Dataset entries:
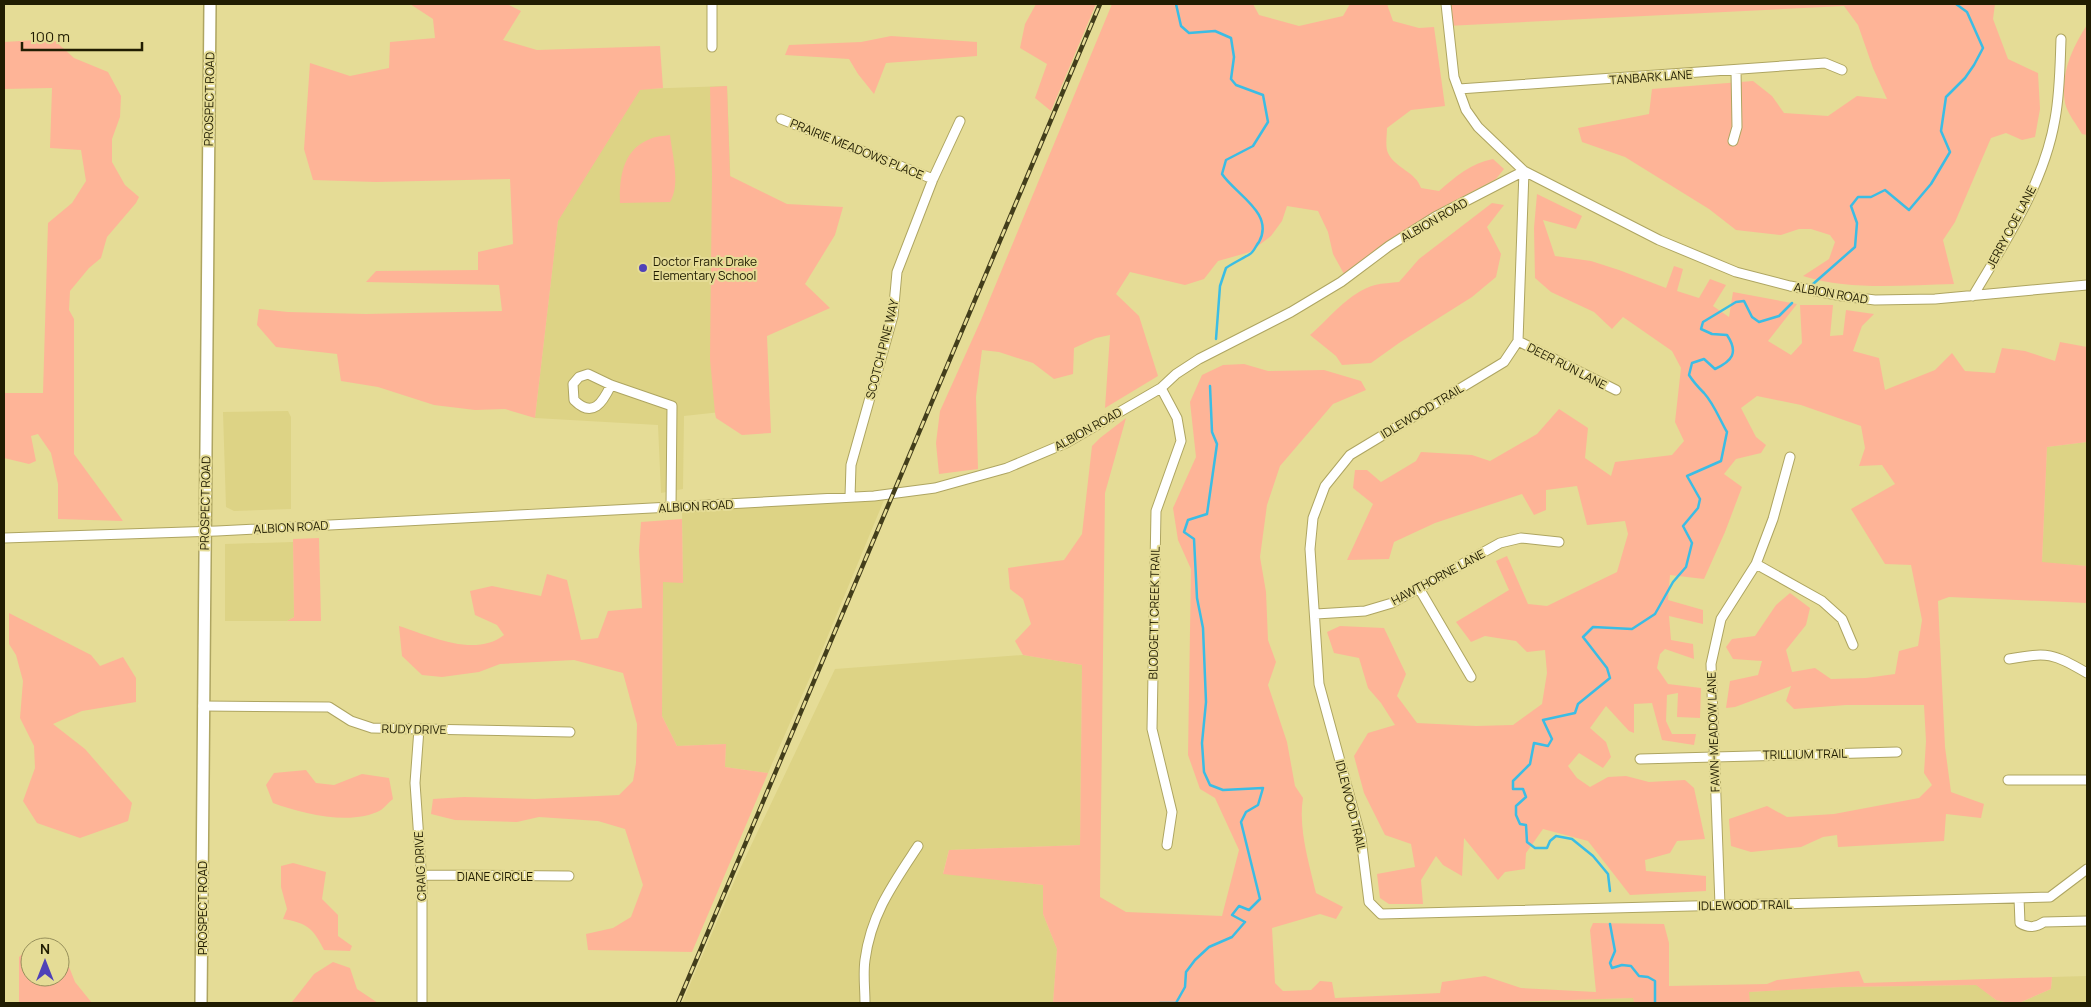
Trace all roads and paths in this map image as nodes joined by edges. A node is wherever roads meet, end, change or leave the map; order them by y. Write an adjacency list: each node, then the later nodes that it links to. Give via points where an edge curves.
1 (210, 4): 23 (main road, PROSPECT ROAD)
2 (712, 4): 5 (street)
3 (1446, 4): 8 (street)
4 (2061, 39): 15 (street, JERRY COE LANE, via 2060,84 2047,151 2031,192)
5 (712, 48)
6 (1842, 70): 7 (street, TANBARK LANE, via 1825,64)
7 (1736, 71): 8 (street, TANBARK LANE); 11 (street, via 1737,127)
8 (1458, 89): 12 (street, via 1466,110 1478,127)
9 (781, 119): 13 (street, PRAIRIE MEADOWS PLACE)
10 (960, 121): 13 (street, SCOTCH PINE WAY)
11 (1733, 141)
12 (1524, 170): 15 (street, ALBION ROAD, via 1659,240 1736,272 1790,286 1875,300); 16 (street); 18 (street, ALBION ROAD, via 1435,217 1341,282 1291,312 1199,359)
13 (933, 179): 21 (street, SCOTCH PINE WAY, via 897,272 893,316 851,465)
14 (2087, 285): 15 (street, ALBION ROAD)
15 (1973, 296)
16 (1518, 341): 19 (street, DEER RUN LANE); 28 (street, IDLEWOOD TRAIL, via 1504,362 1350,455 1325,486 1313,518 1310,549)
17 (611, 385): 17 (street, via 588,374 579,377 573,384 574,400 580,407 598,406); 22 (street, via 672,406)
18 (1161, 388): 21 (street, ALBION ROAD, via 1066,444 1006,468 935,488); 41 (street, BLODGETT CREEK TRAIL, via 1177,418 1181,441 1156,510 1152,729 1172,812)
19 (1616, 390)
20 (1790, 457): 26 (street, FAWN-MEADOW LANE, via 1773,520)
21 (850, 497): 22 (street, ALBION ROAD)
22 (671, 508): 23 (street, ALBION ROAD)
23 (205, 531): 24 (street, ALBION ROAD); 33 (main road, PROSPECT ROAD)
24 (4, 538)
25 (1559, 542): 27 (street, HAWTHORNE LANE, via 1521,538 1500,543)
26 (1756, 564): 29 (street, via 1822,601 1842,619); 37 (street, FAWN-MEADOW LANE, via 1721,619 1711,664)
27 (1420, 590): 28 (street, HAWTHORNE LANE, via 1364,611); 32 (street)
28 (1316, 614): 47 (street, IDLEWOOD TRAIL, via 1319,684 1360,838 1369,902 1381,914)
29 (1853, 645)
30 (2009, 659): 31 (street, via 2039,654 2058,657)
31 (2087, 673)
32 (1471, 677)
33 (203, 706): 34 (street, RUDY DRIVE, via 329,707 351,721 372,728); 49 (main road, PROSPECT ROAD)
34 (419, 728): 35 (street, RUDY DRIVE); 44 (street, CRAIG DRIVE, via 415,783)
35 (570, 732)
36 (1897, 752): 37 (street, TRILLIUM TRAIL)
37 (1714, 756): 38 (street, TRILLIUM TRAIL); 47 (street, FAWN-MEADOW LANE)
38 (1640, 759)
39 (2008, 780): 40 (street)
40 (2087, 780)
41 (1167, 845)
42 (918, 846): 51 (street, via 886,894 875,917 864,962)
43 (2087, 869): 46 (street, IDLEWOOD TRAIL, via 2050,897)
44 (422, 875): 45 (street, DIANE CIRCLE); 50 (street, CRAIG DRIVE)
45 (569, 876)
46 (2019, 898): 47 (street, IDLEWOOD TRAIL); 48 (street, via 2020,923 2027,927 2044,922)
47 (1720, 905)
48 (2087, 921)
49 (201, 1003)
50 (422, 1003)
51 (864, 1003)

→ Problem details
Copy out every line from the records that has the word "PROSPECT".

→ Response
1 (210, 4): 23 (main road, PROSPECT ROAD)
23 (205, 531): 24 (street, ALBION ROAD); 33 (main road, PROSPECT ROAD)
33 (203, 706): 34 (street, RUDY DRIVE, via 329,707 351,721 372,728); 49 (main road, PROSPECT ROAD)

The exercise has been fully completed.